Nothing in the records may change. Print them all again.

Body or hand keypoint data:
--------

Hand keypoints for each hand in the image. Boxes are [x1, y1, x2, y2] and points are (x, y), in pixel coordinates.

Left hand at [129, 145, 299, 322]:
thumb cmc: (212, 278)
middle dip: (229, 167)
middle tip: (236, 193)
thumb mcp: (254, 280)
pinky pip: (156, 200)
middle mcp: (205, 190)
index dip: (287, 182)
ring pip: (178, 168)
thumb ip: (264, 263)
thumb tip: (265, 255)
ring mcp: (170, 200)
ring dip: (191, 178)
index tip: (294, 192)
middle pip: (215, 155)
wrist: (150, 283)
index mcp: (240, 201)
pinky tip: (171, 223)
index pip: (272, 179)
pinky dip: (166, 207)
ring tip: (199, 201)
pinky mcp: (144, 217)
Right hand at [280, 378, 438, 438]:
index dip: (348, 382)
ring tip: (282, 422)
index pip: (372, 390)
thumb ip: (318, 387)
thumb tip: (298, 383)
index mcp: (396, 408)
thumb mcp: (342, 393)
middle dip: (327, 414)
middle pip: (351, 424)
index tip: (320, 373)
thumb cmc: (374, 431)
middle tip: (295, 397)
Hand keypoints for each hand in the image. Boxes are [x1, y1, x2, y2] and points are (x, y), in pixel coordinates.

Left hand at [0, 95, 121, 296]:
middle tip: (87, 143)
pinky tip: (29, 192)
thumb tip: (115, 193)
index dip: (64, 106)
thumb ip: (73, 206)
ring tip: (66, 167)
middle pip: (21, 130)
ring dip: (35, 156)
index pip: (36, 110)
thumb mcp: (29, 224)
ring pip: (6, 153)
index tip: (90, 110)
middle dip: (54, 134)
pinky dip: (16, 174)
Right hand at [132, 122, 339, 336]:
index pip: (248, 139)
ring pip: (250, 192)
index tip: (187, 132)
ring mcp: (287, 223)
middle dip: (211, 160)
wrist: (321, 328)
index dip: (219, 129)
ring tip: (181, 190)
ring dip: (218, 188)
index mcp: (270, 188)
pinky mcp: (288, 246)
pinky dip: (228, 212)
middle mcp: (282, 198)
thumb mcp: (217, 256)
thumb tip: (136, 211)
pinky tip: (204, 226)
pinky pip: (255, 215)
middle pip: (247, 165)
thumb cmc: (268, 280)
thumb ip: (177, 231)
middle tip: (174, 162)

--------

[EXERCISE RESPONSE]
Hand keypoints for each hand in the image. Boxes are [x1, y1, x2, y2] and points are (x, y), in pixel coordinates.

Left hand at [129, 145, 299, 322]:
thumb cmc: (212, 278)
middle dip: (229, 167)
middle tip: (236, 193)
thumb mcp: (254, 280)
pinky pip: (156, 200)
middle mcp: (205, 190)
index dip: (287, 182)
ring pip: (178, 168)
thumb ip: (264, 263)
thumb tip: (265, 255)
ring mcp: (170, 200)
ring dip: (191, 178)
index tip: (294, 192)
middle pip: (215, 155)
wrist: (150, 283)
index mcp: (240, 201)
pinky tip: (171, 223)
index pip: (272, 179)
pinky dip: (166, 207)
ring tip: (199, 201)
pinky mcp: (144, 217)
Right hand at [280, 378, 438, 438]:
index dip: (348, 382)
ring tip: (282, 422)
index pip: (372, 390)
thumb ip: (318, 387)
thumb tip: (298, 383)
index mcp: (396, 408)
thumb mcp: (342, 393)
middle dip: (327, 414)
middle pip: (351, 424)
index tip: (320, 373)
thumb cmc: (374, 431)
middle tip: (295, 397)
Hand keypoints for each hand in the image. Boxes are [x1, y1, x2, y2] and points are (x, y), in pixel coordinates.

Left hand at [0, 95, 121, 296]:
middle tip: (87, 143)
pinky tip: (29, 192)
thumb tip: (115, 193)
index dip: (64, 106)
thumb ip: (73, 206)
ring tip: (66, 167)
middle pip: (21, 130)
ring dip: (35, 156)
index pip: (36, 110)
thumb mcp: (29, 224)
ring pip: (6, 153)
index tip: (90, 110)
middle dip: (54, 134)
pinky dip: (16, 174)
Right hand at [132, 122, 339, 336]:
index pip: (248, 139)
ring pip: (250, 192)
index tip: (187, 132)
ring mcp: (287, 223)
middle dip: (211, 160)
wrist: (321, 328)
index dip: (219, 129)
ring tip: (181, 190)
ring dip: (218, 188)
index mcp: (270, 188)
pinky mcp: (288, 246)
pinky dip: (228, 212)
middle mcp: (282, 198)
thumb mcp: (217, 256)
thumb tip: (136, 211)
pinky tip: (204, 226)
pinky pip: (255, 215)
middle pip: (247, 165)
thumb cmc: (268, 280)
thumb ip: (177, 231)
middle tip: (174, 162)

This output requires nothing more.